Many coding agents are strong inside one session but lose useful collaboration context across sessions. Users end up repeating preferences, project rules, verification habits, and hard-won lessons.

This project turns session experience into governed assets:

task experience
  -> reviewable candidates
  -> safety scan and scoring
  -> explicit promotion or archival
  -> future recall and skill evolution

The goal is not to dump every conversation into long-term memory. The goal is to keep a clean learning loop:

  • Stable user preferences go into global memory.
  • Project facts stay in project-level AGENTS.md.
  • Reusable procedures become skill candidates.
  • Risky or ambiguous findings stay in review.
  • Secrets and redacted values are blocked.

Design Principles

This project is inspired by the self-improving loop in Hermes Agent: memory, reusable skills, session search, and nudges that encourage the agent to preserve useful lessons.

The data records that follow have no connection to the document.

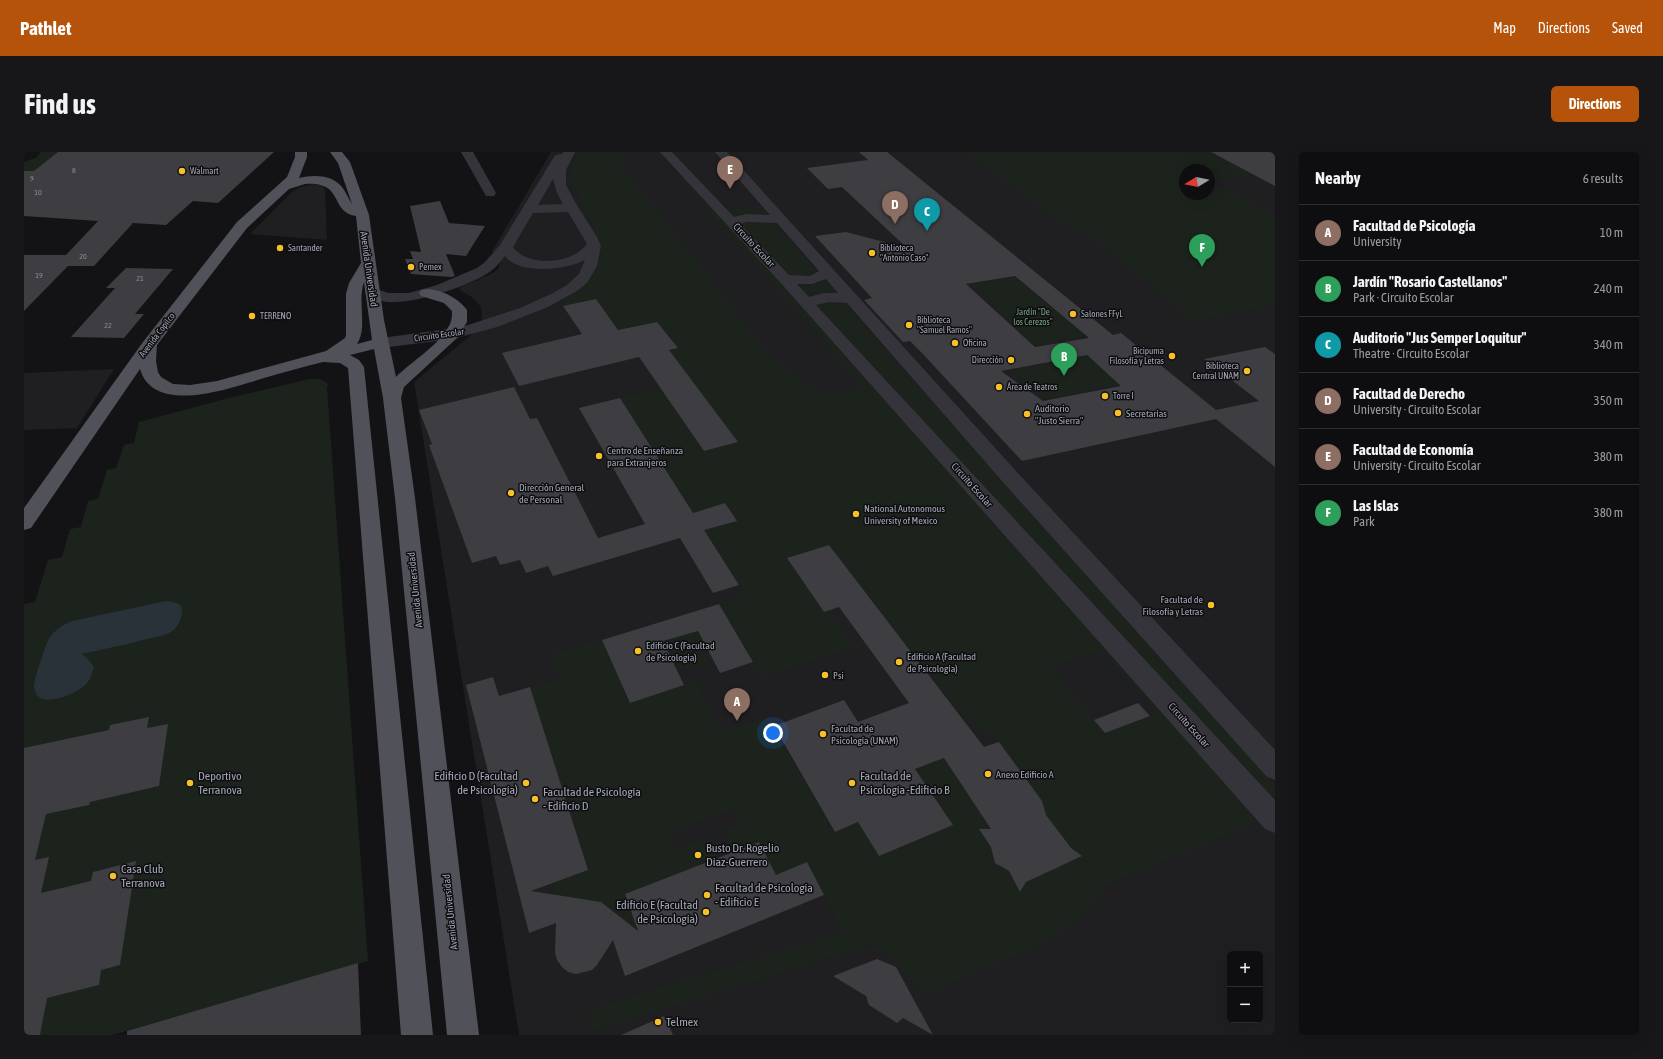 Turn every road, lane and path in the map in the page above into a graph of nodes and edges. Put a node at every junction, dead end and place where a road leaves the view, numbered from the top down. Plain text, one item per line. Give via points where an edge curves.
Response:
1 (336, 152) edge
2 (467, 152) edge
3 (563, 152) edge
4 (569, 152) edge
5 (666, 152) edge
6 (721, 152) edge
7 (304, 154) edge
8 (285, 186) junction
9 (490, 193) dead end
10 (573, 208) junction
11 (529, 209) junction
12 (733, 213) junction
13 (362, 215) junction
14 (780, 219) junction
15 (594, 245) junction
16 (506, 247) junction
17 (368, 264) junction
18 (828, 273) junction
19 (785, 279) junction
20 (372, 292) junction
21 (426, 293) junction
22 (851, 299) junction
23 (807, 303) junction
24 (453, 334) junction
25 (382, 343) junction
26 (148, 345) junction
27 (323, 357) junction
28 (392, 398) junction
29 (24, 523) edge
30 (1275, 768) edge
31 (1275, 820) edge
32 (418, 1035) edge
33 (463, 1035) edge

1 - 13 main road, Avenida Universidad via 344,162
2 - 9 street
3 - 11 street
4 - 10 street via 561,165 559,178
5 - 12 street, Circuito Escolar via 713,202
6 - 14 street via 754,199
7 - 8 main road, Avenida Copilco
8 - 13 main road via 315,180 328,182 337,189 342,201 349,208
8 - 26 main road, Avenida Copilco via 242,225
10 - 11 street
10 - 15 street
11 - 16 street
12 - 14 street via 746,218
12 - 19 street, Circuito Escolar
13 - 17 main road, Avenida Universidad
14 - 18 street
15 - 16 street via 590,252 581,258 561,264 545,265 516,258
15 - 24 street, Circuito Escolar via 591,266 582,280 570,290 513,316
16 - 21 street via 482,271
17 - 20 main road, Avenida Universidad
17 - 27 main road via 356,283 353,294 353,338 342,349
18 - 19 street via 812,280
18 - 22 street
19 - 23 street, Circuito Escolar
20 - 21 street via 381,297 393,298
20 - 25 main road, Avenida Universidad
21 - 24 main road via 448,299 458,308 459,320
22 - 23 street via 827,296
22 - 30 street
23 - 31 street, Circuito Escolar
24 - 25 street, Circuito Escolar
24 - 28 main road via 397,385
25 - 27 main road
25 - 28 main road, Avenida Universidad
26 - 27 main road via 147,362 154,379 166,387 183,390 209,388
26 - 29 main road, Avenida Copilco
27 - 32 main road via 342,358 352,362 356,367
28 - 33 main road, Avenida Universidad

Codex Self-Improving Loop adapts that idea into a smaller local tool for Codex:

Principle Implementation
Local first Files live under $HOME/.codex and $HOME/.agents; no hosted service required
Review first Capture creates candidates; promotion is explicit
Cross-platform Python standard library only, no shell-specific runtime dependency
Agent-readable Skills are plain SKILL.md files with small command scripts
Installable by copy install.py copies repository files instead of embedding generated blobs
Safe by default Secret-like content and redacted values are blocked from promotion

What This Is Not

  • It is not a replacement for Codex.
  • It is not a vector database or hosted memory service.
  • It does not auto-edit project code.
  • It does not automatically enable newly proposed skills.
  • It does not make unsafe memories safe; it only helps detect and quarantine them.

Requirements

  • Python 3.10 or newer.
  • Codex configured to discover skills from $HOME/.agents/skills.

No third-party Python packages are required.

Quickstart

git clone https://github.com/newcatshuang/codex-self-improving-loop.git
cd codex-self-improving-loop
python install.py

Restart Codex or open a new session after installing so skill discovery reloads the new files.

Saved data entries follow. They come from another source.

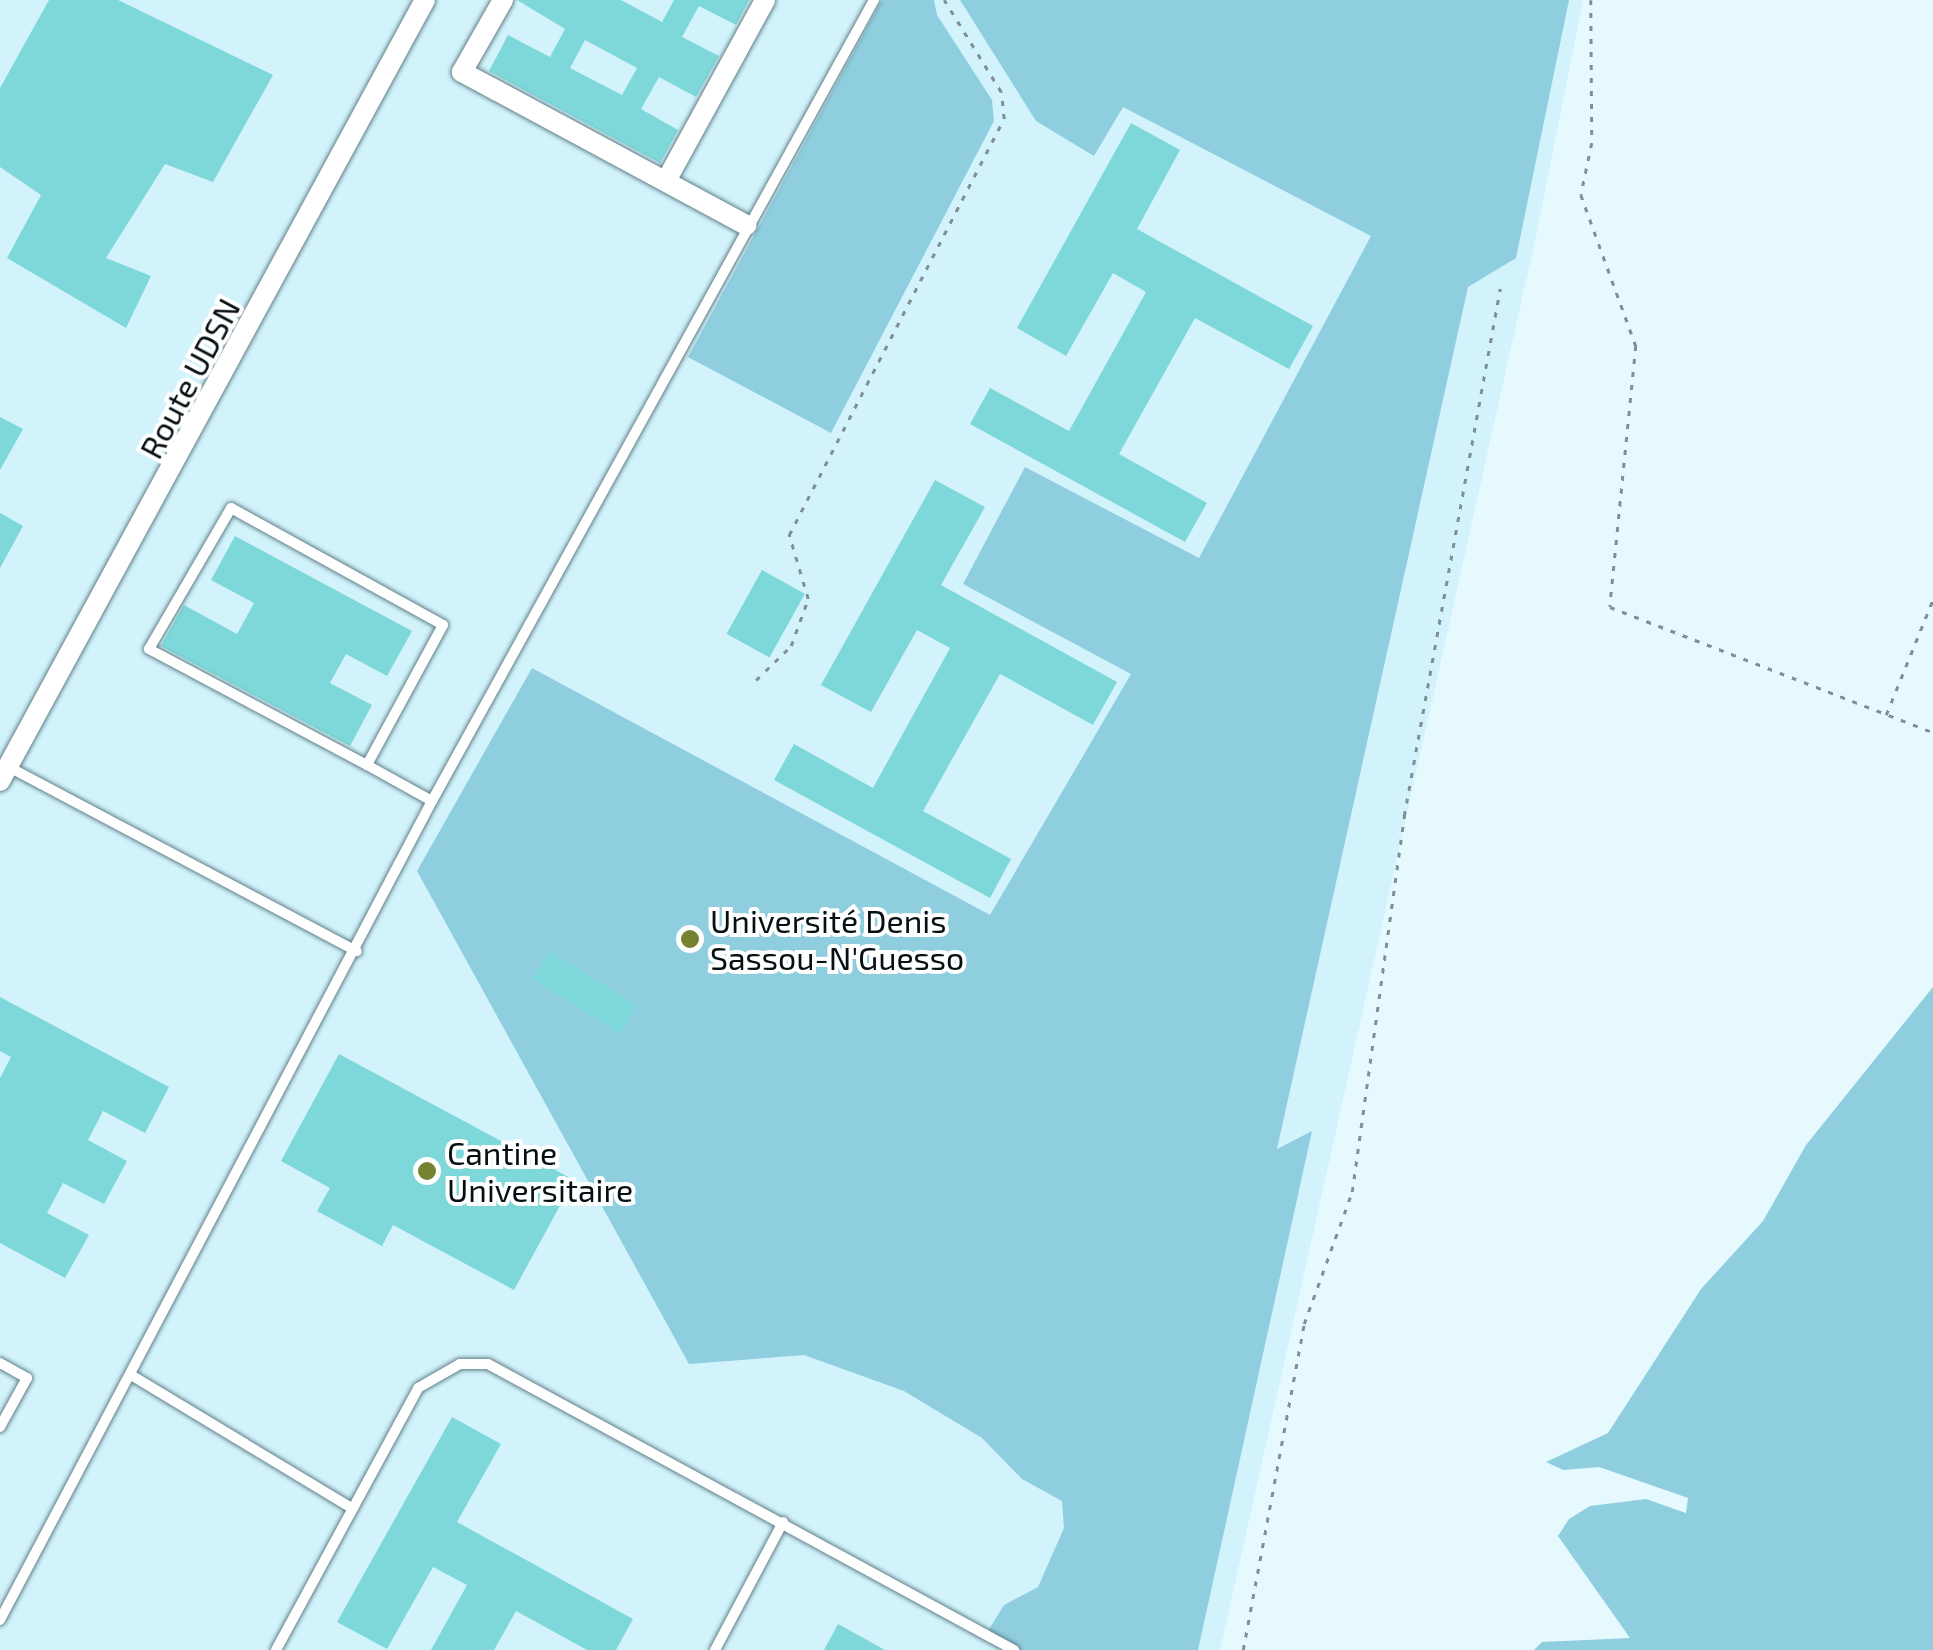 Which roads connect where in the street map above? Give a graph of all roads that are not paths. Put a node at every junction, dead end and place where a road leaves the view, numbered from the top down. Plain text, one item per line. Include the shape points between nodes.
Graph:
1 (424, 0) edge
2 (502, 0) edge
3 (765, 0) edge
4 (874, 0) edge
5 (666, 180) junction
6 (746, 225) junction
7 (367, 765) junction
8 (3, 770) edge
9 (432, 802) junction
10 (357, 951) junction
11 (0, 1364) edge
12 (131, 1375) junction
13 (0, 1428) edge
14 (353, 1508) junction
15 (783, 1522) junction
16 (0, 1620) edge
17 (276, 1650) edge
18 (715, 1650) edge
19 (1014, 1650) edge

1 - 8 street, Route UDSN
2 - 5 street via 462,72
3 - 5 street
4 - 6 lane
5 - 6 street
6 - 9 lane
7 - 7 lane via 442,625 231,508 148,648
7 - 9 lane
8 - 10 lane
9 - 10 lane
10 - 12 lane
11 - 13 lane via 26,1378
12 - 14 lane
12 - 16 lane
14 - 15 lane via 418,1388 460,1364 488,1364
14 - 17 lane
15 - 18 lane
15 - 19 lane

Verify the installation in temporary directories:

python tests/verify-install.py --codex-root /tmp/codex-sil --agents-root /tmp/agents-sil

Windows users can use any temporary paths:

python tests/verify-install.py --codex-root C:/Temp/codex-sil --agents-root C:/Temp/agents-sil

Install Details

Custom install roots:

python install.py --codex-root /tmp/codex-test --agents-root /tmp/agents-test --force

The installer:

  • Copies agents/skills/session-recall into $HOME/.agents/skills/session-recall.
  • Copies agents/skills/memory-capture into $HOME/.agents/skills/memory-capture.
  • Creates learning inbox directories under $HOME/.codex.
  • Copies codex/memories/USER.template.md to $HOME/.codex/memories/USER.md only if it does not exist.
  • Appends codex/AGENTS.learning-block.md to $HOME/.codex/AGENTS.md using idempotent markers.

Daily Workflow

Search previous sessions:

python "$HOME/.agents/skills/session-recall/scripts/search_sessions.py" --query "previous error" --max-results 10

Capture memory candidates from the latest session:

python "$HOME/.agents/skills/memory-capture/scripts/extract_memory.py" --max-messages 40

Promote one reviewed memory:

python "$HOME/.agents/skills/memory-capture/scripts/promote_memory.py" \
  --text "Prefer concise engineering handoffs with verification and residual risk." \
  --approved

Run the end-of-task self-improvement loop:

python "$HOME/.agents/skills/memory-capture/scripts/codex_memory_nudge.py"

Run the automatic session watcher. In long-running mode, it polls once per hour by default and processes sessions that have been idle for at least 10 minutes:

python "$HOME/.agents/skills/memory-capture/scripts/codex_session_watcher.py"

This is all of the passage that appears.